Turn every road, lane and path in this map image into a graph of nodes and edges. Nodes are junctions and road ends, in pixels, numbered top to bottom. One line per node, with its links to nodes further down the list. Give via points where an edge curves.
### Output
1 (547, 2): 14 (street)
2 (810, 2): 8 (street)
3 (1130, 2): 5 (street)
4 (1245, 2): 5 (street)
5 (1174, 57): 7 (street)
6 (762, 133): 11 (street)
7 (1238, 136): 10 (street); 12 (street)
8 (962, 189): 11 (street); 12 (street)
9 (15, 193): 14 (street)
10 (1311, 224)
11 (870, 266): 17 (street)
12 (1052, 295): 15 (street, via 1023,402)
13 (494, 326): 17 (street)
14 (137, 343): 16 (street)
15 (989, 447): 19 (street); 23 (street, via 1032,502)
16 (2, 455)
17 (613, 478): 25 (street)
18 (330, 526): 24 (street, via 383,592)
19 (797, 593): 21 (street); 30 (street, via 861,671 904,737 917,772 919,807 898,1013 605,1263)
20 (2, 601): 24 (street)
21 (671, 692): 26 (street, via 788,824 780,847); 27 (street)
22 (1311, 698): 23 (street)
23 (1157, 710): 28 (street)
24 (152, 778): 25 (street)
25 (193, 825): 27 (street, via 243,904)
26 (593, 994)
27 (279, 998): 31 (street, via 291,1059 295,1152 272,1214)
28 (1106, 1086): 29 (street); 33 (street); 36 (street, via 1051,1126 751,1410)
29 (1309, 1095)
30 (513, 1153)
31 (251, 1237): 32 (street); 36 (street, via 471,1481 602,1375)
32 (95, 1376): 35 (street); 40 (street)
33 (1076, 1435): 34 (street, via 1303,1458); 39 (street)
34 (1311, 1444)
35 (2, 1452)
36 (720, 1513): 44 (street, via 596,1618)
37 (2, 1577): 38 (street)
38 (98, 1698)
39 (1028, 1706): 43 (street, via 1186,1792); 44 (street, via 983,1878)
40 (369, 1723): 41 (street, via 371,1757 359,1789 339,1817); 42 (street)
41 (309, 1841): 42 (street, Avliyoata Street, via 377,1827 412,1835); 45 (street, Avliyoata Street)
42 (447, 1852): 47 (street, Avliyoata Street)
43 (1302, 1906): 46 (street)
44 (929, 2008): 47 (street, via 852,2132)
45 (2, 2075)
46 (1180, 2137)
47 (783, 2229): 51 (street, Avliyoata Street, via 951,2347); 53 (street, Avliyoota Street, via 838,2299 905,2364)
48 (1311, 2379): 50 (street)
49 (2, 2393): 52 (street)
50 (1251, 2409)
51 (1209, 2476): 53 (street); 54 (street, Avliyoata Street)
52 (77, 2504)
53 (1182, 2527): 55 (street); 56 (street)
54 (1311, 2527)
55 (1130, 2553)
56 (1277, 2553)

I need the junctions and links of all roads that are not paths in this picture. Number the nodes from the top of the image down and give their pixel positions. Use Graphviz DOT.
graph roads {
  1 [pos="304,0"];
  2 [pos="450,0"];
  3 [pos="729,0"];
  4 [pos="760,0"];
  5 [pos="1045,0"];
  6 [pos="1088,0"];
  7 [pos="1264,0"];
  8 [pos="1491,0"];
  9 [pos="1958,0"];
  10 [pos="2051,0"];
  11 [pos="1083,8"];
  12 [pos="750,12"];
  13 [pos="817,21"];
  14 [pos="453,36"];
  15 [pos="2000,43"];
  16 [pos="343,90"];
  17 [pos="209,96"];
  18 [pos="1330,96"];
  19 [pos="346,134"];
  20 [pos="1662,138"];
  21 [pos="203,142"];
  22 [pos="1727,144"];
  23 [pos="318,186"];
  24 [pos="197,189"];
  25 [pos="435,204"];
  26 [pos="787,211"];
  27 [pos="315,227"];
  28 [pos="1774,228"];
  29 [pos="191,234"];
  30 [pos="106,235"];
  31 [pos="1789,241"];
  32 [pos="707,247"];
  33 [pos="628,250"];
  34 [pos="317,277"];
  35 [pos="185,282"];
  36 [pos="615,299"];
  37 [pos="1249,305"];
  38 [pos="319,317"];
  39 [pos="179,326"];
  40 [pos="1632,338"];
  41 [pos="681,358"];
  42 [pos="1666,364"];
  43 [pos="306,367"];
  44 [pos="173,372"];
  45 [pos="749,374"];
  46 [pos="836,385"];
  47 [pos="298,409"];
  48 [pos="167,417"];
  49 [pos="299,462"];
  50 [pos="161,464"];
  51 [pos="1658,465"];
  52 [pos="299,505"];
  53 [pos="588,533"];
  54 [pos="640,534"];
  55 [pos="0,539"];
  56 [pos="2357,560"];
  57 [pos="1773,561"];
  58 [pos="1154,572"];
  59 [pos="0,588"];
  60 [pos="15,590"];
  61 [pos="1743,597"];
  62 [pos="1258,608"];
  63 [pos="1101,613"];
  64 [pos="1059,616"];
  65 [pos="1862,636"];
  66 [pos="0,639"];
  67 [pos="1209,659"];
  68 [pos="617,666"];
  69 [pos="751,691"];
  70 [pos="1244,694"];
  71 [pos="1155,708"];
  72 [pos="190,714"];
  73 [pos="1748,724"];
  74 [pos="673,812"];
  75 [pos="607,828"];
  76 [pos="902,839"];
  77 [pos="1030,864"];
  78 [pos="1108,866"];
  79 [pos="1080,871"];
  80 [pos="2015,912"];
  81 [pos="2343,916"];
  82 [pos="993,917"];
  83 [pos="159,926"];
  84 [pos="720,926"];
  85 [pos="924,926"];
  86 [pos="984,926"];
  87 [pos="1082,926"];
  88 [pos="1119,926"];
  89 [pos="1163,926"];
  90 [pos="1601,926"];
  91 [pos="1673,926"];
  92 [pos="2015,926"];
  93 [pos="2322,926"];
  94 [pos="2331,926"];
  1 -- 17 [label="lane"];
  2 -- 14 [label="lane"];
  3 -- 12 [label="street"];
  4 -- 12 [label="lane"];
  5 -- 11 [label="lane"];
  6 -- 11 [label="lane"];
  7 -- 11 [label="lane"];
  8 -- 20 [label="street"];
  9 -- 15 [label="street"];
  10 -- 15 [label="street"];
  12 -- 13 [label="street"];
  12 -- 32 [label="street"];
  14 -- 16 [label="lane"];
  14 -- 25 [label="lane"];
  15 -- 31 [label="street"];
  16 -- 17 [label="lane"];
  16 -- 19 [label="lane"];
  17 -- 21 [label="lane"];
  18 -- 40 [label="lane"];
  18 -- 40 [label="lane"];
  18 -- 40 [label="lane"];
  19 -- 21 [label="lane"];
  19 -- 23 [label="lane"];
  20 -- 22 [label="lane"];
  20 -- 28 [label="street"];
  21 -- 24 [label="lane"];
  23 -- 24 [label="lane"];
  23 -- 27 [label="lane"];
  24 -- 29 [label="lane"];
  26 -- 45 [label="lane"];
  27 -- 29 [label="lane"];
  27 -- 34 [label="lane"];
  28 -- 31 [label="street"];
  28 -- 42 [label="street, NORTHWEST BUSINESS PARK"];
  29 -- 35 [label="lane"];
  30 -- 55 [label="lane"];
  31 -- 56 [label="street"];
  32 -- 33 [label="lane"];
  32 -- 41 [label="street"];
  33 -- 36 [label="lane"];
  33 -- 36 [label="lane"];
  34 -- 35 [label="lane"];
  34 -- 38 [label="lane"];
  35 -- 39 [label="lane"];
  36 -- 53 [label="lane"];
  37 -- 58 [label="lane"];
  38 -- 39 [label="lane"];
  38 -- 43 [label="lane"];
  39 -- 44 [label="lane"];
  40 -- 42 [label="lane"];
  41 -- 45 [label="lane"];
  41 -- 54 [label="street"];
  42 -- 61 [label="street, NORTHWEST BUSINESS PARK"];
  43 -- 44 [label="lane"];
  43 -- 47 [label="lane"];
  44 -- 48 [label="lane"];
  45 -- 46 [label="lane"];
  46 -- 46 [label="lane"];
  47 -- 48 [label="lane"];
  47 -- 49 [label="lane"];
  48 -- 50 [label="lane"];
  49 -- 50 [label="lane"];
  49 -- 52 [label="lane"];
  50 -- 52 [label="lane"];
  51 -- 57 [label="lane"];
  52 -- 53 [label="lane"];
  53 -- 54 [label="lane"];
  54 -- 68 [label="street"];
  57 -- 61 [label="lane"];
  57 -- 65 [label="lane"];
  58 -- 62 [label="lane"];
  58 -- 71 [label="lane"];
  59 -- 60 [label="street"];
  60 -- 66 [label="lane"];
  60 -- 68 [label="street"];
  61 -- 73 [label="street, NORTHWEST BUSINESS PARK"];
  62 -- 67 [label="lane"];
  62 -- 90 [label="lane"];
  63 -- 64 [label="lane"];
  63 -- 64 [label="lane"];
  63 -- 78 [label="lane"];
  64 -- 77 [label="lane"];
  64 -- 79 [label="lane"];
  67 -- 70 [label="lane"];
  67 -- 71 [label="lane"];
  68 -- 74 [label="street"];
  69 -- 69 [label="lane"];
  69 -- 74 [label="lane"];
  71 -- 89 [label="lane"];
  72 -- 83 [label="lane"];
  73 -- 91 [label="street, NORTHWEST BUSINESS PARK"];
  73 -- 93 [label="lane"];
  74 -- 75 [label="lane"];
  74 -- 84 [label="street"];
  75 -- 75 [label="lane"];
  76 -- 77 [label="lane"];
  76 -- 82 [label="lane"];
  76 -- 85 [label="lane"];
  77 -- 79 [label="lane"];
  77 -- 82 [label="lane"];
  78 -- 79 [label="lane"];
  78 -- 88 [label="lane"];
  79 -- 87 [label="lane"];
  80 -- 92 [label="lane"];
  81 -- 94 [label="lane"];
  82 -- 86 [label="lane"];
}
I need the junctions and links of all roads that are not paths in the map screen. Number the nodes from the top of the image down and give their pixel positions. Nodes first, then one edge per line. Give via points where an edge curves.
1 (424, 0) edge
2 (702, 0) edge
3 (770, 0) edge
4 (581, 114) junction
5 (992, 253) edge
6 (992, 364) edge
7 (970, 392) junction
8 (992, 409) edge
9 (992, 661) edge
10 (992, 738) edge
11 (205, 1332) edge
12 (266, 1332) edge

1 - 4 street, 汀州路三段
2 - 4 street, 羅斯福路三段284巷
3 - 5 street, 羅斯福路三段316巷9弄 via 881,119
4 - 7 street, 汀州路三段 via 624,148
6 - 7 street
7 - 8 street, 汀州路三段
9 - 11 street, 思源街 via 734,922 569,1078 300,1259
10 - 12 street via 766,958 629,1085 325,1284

* **What is needed**
Please go through the data above and copy each line that has the word "汀州路三段".

* **Response area**
1 - 4 street, 汀州路三段
4 - 7 street, 汀州路三段 via 624,148
7 - 8 street, 汀州路三段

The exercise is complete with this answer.